Write the data out again so that it matches word for word.

[Saved data entries]
□ □ □ □ □ □ □

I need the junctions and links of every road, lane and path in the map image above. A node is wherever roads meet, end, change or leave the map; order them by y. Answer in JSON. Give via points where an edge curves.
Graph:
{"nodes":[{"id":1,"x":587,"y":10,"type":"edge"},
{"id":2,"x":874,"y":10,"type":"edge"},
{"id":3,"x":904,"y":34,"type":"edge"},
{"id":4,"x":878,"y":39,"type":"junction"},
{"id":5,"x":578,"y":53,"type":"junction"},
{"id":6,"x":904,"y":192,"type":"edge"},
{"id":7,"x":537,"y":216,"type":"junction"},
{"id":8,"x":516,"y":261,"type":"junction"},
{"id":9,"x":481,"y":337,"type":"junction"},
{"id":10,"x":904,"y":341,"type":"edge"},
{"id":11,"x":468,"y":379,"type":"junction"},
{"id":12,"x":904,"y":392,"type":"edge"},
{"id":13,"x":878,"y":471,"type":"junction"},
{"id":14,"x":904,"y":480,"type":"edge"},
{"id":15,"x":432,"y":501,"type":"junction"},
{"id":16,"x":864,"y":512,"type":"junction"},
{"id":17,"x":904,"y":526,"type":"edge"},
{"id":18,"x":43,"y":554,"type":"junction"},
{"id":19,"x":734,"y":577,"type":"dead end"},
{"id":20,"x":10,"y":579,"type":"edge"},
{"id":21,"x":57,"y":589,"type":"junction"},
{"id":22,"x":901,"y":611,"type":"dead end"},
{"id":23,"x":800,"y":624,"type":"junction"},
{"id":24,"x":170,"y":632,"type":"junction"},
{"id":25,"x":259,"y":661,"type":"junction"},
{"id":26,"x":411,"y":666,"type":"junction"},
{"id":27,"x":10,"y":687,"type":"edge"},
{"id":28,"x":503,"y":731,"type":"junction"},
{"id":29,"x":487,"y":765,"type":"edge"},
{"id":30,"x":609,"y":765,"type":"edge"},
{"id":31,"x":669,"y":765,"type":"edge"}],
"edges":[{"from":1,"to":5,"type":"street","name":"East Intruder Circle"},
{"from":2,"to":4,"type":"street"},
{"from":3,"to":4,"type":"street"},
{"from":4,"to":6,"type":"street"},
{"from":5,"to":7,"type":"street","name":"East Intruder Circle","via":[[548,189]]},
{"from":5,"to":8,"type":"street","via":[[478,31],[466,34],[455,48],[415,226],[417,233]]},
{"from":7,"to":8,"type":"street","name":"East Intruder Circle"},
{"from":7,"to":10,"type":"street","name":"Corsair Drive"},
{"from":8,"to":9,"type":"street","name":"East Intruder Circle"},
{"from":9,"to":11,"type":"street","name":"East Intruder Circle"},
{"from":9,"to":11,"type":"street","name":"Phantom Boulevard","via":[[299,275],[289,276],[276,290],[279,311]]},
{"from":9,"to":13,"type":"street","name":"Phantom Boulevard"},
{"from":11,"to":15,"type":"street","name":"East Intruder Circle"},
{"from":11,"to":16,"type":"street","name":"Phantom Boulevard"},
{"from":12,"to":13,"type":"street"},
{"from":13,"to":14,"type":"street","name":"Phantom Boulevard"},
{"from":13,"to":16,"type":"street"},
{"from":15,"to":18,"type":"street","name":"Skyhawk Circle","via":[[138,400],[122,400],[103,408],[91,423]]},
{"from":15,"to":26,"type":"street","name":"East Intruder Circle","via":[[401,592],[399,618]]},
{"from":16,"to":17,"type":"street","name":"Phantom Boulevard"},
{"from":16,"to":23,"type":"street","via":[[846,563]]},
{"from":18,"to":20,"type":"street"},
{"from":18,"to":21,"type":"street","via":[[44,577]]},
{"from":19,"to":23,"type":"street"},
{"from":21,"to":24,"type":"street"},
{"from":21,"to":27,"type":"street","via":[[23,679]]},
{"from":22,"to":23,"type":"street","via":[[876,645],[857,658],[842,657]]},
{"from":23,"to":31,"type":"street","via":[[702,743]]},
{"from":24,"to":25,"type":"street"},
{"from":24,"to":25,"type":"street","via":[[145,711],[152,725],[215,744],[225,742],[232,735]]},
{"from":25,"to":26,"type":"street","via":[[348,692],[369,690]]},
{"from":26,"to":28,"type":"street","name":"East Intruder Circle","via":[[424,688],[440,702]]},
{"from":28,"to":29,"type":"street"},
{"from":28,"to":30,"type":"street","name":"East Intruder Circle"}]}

□ □ □ □ □ □ □

» **Reply**:
I need the junctions and links of every road, lane and path in the map image above. A node is wherever roads meet, end, change or leave the map; order them by y. Answer in JSON. Give via points where an edge curves.
Graph:
{"nodes":[{"id":1,"x":587,"y":10,"type":"edge"},
{"id":2,"x":874,"y":10,"type":"edge"},
{"id":3,"x":904,"y":34,"type":"edge"},
{"id":4,"x":878,"y":39,"type":"junction"},
{"id":5,"x":578,"y":53,"type":"junction"},
{"id":6,"x":904,"y":192,"type":"edge"},
{"id":7,"x":537,"y":216,"type":"junction"},
{"id":8,"x":516,"y":261,"type":"junction"},
{"id":9,"x":481,"y":337,"type":"junction"},
{"id":10,"x":904,"y":341,"type":"edge"},
{"id":11,"x":468,"y":379,"type":"junction"},
{"id":12,"x":904,"y":392,"type":"edge"},
{"id":13,"x":878,"y":471,"type":"junction"},
{"id":14,"x":904,"y":480,"type":"edge"},
{"id":15,"x":432,"y":501,"type":"junction"},
{"id":16,"x":864,"y":512,"type":"junction"},
{"id":17,"x":904,"y":526,"type":"edge"},
{"id":18,"x":43,"y":554,"type":"junction"},
{"id":19,"x":734,"y":577,"type":"dead end"},
{"id":20,"x":10,"y":579,"type":"edge"},
{"id":21,"x":57,"y":589,"type":"junction"},
{"id":22,"x":901,"y":611,"type":"dead end"},
{"id":23,"x":800,"y":624,"type":"junction"},
{"id":24,"x":170,"y":632,"type":"junction"},
{"id":25,"x":259,"y":661,"type":"junction"},
{"id":26,"x":411,"y":666,"type":"junction"},
{"id":27,"x":10,"y":687,"type":"edge"},
{"id":28,"x":503,"y":731,"type":"junction"},
{"id":29,"x":487,"y":765,"type":"edge"},
{"id":30,"x":609,"y":765,"type":"edge"},
{"id":31,"x":669,"y":765,"type":"edge"}],
"edges":[{"from":1,"to":5,"type":"street","name":"East Intruder Circle"},
{"from":2,"to":4,"type":"street"},
{"from":3,"to":4,"type":"street"},
{"from":4,"to":6,"type":"street"},
{"from":5,"to":7,"type":"street","name":"East Intruder Circle","via":[[548,189]]},
{"from":5,"to":8,"type":"street","via":[[478,31],[466,34],[455,48],[415,226],[417,233]]},
{"from":7,"to":8,"type":"street","name":"East Intruder Circle"},
{"from":7,"to":10,"type":"street","name":"Corsair Drive"},
{"from":8,"to":9,"type":"street","name":"East Intruder Circle"},
{"from":9,"to":11,"type":"street","name":"East Intruder Circle"},
{"from":9,"to":11,"type":"street","name":"Phantom Boulevard","via":[[299,275],[289,276],[276,290],[279,311]]},
{"from":9,"to":13,"type":"street","name":"Phantom Boulevard"},
{"from":11,"to":15,"type":"street","name":"East Intruder Circle"},
{"from":11,"to":16,"type":"street","name":"Phantom Boulevard"},
{"from":12,"to":13,"type":"street"},
{"from":13,"to":14,"type":"street","name":"Phantom Boulevard"},
{"from":13,"to":16,"type":"street"},
{"from":15,"to":18,"type":"street","name":"Skyhawk Circle","via":[[138,400],[122,400],[103,408],[91,423]]},
{"from":15,"to":26,"type":"street","name":"East Intruder Circle","via":[[401,592],[399,618]]},
{"from":16,"to":17,"type":"street","name":"Phantom Boulevard"},
{"from":16,"to":23,"type":"street","via":[[846,563]]},
{"from":18,"to":20,"type":"street"},
{"from":18,"to":21,"type":"street","via":[[44,577]]},
{"from":19,"to":23,"type":"street"},
{"from":21,"to":24,"type":"street"},
{"from":21,"to":27,"type":"street","via":[[23,679]]},
{"from":22,"to":23,"type":"street","via":[[876,645],[857,658],[842,657]]},
{"from":23,"to":31,"type":"street","via":[[702,743]]},
{"from":24,"to":25,"type":"street"},
{"from":24,"to":25,"type":"street","via":[[145,711],[152,725],[215,744],[225,742],[232,735]]},
{"from":25,"to":26,"type":"street","via":[[348,692],[369,690]]},
{"from":26,"to":28,"type":"street","name":"East Intruder Circle","via":[[424,688],[440,702]]},
{"from":28,"to":29,"type":"street"},
{"from":28,"to":30,"type":"street","name":"East Intruder Circle"}]}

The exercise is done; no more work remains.